Top of GIVEN INFORMATION

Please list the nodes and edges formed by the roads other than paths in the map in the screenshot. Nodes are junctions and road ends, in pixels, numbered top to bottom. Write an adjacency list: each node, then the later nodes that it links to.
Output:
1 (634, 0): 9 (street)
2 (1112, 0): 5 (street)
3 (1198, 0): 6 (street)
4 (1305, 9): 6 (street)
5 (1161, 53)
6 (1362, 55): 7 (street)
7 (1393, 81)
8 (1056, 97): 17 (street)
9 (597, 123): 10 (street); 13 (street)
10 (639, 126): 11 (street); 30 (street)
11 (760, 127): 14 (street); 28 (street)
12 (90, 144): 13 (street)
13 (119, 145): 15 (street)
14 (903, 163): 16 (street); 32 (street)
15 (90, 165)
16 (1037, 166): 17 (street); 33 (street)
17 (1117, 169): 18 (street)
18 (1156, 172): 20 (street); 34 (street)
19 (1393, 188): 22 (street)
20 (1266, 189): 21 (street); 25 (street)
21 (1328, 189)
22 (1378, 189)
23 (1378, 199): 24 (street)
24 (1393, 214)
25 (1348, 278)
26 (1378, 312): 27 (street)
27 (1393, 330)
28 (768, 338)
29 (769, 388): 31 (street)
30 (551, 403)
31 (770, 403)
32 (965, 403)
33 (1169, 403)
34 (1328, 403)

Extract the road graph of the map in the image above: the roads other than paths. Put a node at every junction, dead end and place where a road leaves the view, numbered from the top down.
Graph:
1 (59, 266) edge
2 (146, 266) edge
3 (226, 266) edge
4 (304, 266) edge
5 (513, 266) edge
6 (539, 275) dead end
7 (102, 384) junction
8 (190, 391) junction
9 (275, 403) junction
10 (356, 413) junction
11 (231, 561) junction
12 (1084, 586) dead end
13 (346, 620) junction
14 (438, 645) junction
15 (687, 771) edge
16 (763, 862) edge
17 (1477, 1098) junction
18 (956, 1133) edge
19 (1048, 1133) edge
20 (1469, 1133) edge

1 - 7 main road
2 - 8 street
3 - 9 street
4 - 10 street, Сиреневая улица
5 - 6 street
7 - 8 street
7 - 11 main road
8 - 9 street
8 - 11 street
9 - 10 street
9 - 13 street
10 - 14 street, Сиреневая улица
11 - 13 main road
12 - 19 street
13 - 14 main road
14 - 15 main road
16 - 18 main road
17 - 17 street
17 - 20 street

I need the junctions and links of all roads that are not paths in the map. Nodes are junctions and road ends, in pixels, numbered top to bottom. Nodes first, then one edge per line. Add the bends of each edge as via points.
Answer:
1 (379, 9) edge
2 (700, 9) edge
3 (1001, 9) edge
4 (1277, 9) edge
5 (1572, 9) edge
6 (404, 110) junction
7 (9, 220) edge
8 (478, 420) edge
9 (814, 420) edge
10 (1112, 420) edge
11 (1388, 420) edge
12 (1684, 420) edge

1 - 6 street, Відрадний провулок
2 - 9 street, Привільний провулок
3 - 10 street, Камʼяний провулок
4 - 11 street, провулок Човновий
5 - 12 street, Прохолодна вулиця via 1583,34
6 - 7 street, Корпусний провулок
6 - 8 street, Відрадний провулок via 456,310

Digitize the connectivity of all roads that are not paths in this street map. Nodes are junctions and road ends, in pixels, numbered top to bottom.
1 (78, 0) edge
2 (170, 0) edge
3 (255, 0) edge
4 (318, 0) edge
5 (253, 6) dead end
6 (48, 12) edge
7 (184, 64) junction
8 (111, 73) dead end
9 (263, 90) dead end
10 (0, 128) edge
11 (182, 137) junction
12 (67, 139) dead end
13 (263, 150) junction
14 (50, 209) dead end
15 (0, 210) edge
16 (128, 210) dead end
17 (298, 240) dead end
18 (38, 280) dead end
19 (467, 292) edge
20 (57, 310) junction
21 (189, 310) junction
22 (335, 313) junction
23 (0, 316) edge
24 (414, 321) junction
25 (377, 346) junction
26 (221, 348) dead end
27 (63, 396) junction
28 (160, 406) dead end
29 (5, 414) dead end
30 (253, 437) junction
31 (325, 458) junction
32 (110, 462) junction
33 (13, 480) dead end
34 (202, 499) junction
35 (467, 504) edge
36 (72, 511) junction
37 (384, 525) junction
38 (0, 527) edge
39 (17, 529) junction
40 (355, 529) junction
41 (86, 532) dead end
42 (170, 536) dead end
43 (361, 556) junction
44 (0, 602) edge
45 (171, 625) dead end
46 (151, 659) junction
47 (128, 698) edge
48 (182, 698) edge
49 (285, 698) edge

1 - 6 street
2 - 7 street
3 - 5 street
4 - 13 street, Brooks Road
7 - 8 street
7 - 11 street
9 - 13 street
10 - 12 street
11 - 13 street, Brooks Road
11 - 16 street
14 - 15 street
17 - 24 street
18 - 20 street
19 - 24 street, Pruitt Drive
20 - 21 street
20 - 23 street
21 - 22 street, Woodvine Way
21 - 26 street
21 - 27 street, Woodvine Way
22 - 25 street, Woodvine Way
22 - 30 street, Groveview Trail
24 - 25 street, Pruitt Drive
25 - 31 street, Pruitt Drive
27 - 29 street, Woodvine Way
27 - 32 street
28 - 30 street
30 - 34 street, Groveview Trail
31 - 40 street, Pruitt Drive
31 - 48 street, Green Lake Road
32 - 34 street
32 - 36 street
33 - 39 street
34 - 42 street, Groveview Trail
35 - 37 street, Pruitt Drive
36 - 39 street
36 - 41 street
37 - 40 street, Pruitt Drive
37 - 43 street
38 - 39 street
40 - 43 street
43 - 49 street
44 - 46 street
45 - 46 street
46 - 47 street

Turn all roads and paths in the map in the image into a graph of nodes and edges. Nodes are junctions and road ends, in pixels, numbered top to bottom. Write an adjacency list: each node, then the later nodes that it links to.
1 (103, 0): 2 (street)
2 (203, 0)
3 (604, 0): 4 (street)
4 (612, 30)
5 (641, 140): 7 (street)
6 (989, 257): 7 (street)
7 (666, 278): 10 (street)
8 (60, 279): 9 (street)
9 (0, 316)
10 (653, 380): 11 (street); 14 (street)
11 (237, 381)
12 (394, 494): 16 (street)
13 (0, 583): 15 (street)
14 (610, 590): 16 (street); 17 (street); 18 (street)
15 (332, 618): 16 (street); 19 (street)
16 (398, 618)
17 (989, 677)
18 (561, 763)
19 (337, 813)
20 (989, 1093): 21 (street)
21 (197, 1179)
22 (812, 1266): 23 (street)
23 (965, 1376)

Bottom of GIVEN INFORMATION

• INSTRUCTIONS TO FOLLOW: List every line above that holds the word "other".

• TASK ANSWER:
Please list the nodes and edges formed by the roads other than paths in the map in the screenshot. Nodes are junctions and road ends, in pixels, numbered top to bottom. Write an adjacency list: each node, then the later nodes that it links to.
Extract the road graph of the map in the image above: the roads other than paths. Put a node at every junction, dead end and place where a road leaves the view, numbered from the top down.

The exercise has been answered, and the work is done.